• EXERCISE DETAILS: Check each line of the entries below for the string "lane"; copy every line where it appears.

(Stored items)
#####

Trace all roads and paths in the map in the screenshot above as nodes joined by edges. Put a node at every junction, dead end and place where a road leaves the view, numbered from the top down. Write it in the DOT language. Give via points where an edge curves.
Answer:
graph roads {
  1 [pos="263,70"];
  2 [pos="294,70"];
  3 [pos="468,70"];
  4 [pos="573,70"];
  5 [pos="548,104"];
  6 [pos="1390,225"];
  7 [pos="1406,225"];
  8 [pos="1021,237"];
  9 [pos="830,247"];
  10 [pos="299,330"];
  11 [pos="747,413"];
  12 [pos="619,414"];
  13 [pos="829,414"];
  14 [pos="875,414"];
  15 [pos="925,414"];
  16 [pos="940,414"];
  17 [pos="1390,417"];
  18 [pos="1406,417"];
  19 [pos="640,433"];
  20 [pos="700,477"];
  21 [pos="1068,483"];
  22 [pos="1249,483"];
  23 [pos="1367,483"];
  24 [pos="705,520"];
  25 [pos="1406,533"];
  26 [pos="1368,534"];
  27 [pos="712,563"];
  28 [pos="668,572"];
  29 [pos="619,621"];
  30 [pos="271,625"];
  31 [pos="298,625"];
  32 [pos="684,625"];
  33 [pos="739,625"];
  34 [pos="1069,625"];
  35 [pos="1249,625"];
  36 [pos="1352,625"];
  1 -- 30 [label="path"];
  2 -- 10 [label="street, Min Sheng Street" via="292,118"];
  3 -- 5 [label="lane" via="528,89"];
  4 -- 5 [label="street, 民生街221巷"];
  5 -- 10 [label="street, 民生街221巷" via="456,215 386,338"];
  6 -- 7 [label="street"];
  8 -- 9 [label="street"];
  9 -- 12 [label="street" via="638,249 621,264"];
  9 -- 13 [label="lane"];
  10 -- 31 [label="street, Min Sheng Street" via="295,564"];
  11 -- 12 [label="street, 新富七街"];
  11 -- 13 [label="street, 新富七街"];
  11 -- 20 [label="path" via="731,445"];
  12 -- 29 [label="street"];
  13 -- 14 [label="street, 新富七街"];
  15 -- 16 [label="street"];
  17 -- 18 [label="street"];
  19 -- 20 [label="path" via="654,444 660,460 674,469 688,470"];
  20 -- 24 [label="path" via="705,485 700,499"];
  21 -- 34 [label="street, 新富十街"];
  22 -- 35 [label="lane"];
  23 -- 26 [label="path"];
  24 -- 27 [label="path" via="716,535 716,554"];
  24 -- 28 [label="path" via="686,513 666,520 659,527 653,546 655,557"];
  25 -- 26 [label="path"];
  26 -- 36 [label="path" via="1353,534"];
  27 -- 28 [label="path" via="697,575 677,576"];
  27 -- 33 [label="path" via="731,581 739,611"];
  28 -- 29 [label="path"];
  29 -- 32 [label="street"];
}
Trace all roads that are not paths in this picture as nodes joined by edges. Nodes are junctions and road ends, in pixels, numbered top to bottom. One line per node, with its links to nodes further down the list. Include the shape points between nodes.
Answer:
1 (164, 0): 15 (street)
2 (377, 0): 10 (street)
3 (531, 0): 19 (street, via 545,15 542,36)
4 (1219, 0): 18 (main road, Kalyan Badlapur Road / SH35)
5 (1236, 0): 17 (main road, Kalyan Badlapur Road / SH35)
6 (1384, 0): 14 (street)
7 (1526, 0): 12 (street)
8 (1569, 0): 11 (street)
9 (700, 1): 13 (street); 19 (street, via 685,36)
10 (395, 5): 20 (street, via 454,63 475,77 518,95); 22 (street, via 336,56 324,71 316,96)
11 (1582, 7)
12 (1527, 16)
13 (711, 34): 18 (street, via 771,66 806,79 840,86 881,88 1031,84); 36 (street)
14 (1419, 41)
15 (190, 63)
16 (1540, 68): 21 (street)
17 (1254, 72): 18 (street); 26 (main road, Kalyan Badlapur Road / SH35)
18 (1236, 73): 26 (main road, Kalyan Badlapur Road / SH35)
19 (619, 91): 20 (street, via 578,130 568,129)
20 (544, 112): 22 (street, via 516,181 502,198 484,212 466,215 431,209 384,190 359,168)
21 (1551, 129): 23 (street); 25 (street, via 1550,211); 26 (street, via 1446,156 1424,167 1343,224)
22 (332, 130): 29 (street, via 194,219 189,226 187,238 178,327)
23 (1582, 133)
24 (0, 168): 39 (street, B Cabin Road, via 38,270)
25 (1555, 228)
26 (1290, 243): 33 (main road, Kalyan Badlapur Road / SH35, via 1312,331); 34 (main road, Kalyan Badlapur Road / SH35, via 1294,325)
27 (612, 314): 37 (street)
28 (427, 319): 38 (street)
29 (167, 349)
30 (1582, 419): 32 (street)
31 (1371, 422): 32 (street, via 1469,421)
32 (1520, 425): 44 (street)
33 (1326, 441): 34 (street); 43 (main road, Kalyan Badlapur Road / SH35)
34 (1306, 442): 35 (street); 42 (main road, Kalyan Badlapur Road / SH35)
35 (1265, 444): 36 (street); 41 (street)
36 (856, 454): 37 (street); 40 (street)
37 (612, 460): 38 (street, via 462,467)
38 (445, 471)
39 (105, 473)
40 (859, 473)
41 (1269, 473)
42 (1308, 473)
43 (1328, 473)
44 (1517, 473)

#####

• WRITTEN ANSWER:
  3 -- 5 [label="lane" via="528,89"];
  9 -- 13 [label="lane"];
  22 -- 35 [label="lane"];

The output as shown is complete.